The original prediction (later titled Moore's law) was presented by Gordon E. Moore in "Electronics" Volume 38, Number 8, April 19, 1965 and this is the direct quote from that paper:
"The complexity for minimum component costs has increased at a rate of roughly a factor of two per year (see graph on next page). Certainly over the short term this rate can be expected to continue, if not to increase. Over the longer term, the rate of increase is a bit more uncertain, although there is no reason to believe it will not remain nearly constant for at least 10 years. That means by 1975, the number of components per integrated circuit for minimum cost will be 65,000."
So the original law calls for doubling every year counting from 1959 (1 transistor). As a reference, the Intel 8080 introduced in 1974 had only 4500 transistors and not 32768 as had been predicted by Moore. Intel managed to surpass 65000 transistors only in 1982 with Intel 286 that had 134000 transistors. Moore's law predicted 8,4 million so by now it was very clear that the original prediction was way off.
In fact, the law was fairly accurate only between 1959 and 1965. I.e. up to the point when the article was written. So it did not actually manage to predict anything right. Sure, the increase of transistor count has been incredible, but not as incredible as predicted by Mr. Moore back in 1965.

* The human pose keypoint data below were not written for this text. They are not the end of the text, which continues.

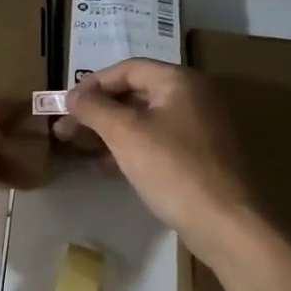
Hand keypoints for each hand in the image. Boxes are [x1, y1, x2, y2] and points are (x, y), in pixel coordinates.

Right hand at [53, 59, 261, 261]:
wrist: (225, 222)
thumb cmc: (173, 169)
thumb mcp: (125, 134)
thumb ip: (94, 108)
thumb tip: (72, 95)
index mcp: (179, 81)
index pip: (127, 69)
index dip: (92, 84)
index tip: (65, 105)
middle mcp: (193, 97)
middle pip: (135, 93)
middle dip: (97, 111)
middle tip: (65, 130)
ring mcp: (199, 128)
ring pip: (144, 120)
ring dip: (109, 131)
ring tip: (78, 149)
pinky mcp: (199, 156)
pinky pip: (157, 142)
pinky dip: (130, 148)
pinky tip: (108, 167)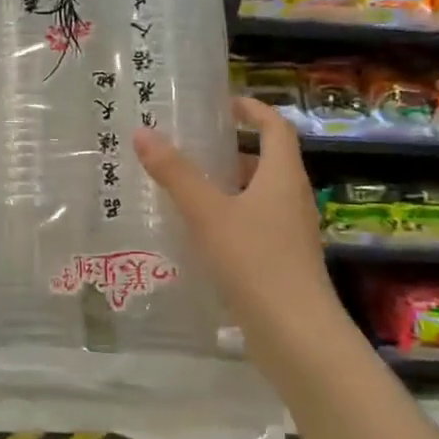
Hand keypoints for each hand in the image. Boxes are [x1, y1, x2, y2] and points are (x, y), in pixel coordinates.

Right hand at [133, 98, 339, 344]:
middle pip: (266, 161)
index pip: (275, 127)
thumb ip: (175, 173)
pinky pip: (253, 224)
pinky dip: (228, 216)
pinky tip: (197, 232)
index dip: (252, 109)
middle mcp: (292, 199)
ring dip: (226, 185)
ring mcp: (290, 233)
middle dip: (229, 150)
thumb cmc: (255, 261)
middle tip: (188, 146)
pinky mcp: (282, 261)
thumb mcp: (207, 213)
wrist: (296, 334)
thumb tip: (142, 132)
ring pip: (257, 195)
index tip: (221, 103)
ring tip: (184, 186)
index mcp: (283, 177)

Because the original law predicted way too high growth rate, the "law" has been adjusted as follows:
"The number of transistors that can be placed inexpensively on an integrated circuit has doubled approximately every two years." [source: Wikipedia]
You can see for yourself how accurate that law is. It basically grossly understates the development. According to this Law #2 there should have been only 32768 transistors back in 1989, but Intel managed to put 1,2 million transistors into Intel 486. So c'mon this law does not work either if it starts in 1959.
Because even this adjusted law (#2) is not accurate, a third modification has been made to reset the law basically early 1970 to first Intel chip (Intel 4004 introduced 1971). Now this law #3, is somewhat accurate description of what has happened, but it has absolutely nothing to do with the original prediction.
And like law #2 it too falls short. It predicts 1,7 billion transistors whereas Intel 8-core Xeon Nehalem EX has 2,3 billion and NVIDIA GF100 has 3 billion transistors. But hey, let's call that a rounding error in the law. It's really amazingly accurate if you use logarithmic scale that hide the "small" differences of, say, 1,3 billion transistors that is roughly the same as the high end chips had in total ín 2008 (NVIDIA GT200).
Note: logarithmic scale!
The increases in clock speeds and transistor counts have been truly amazing. My first computer was Commodore 64 back in 1984 and in my wildest dreams I could not have imagined the awsome power that I can harness today from my PC and the amount of data I can store. However, there have not been nor will be any hard laws of progress behind this and nor there will be. I laugh every time I see Moore's Law and it's awsome predictive powers referenced. At that is often.
Note: logarithmic scale!
Lol. The first time I heard of Moore's Law my immediate reaction was "How has this rash of total BS ever been believed by anybody?" Total logical fallacy. No evidence to support it other than retrofitting of coincidence. Just so bloody stupid,my brain nearly explodes every time I see it mentioned. Moore's Law proves nothing but the propensity for "educated" people to manufacture belief in purely idiotic pseudoscience. Nauseating.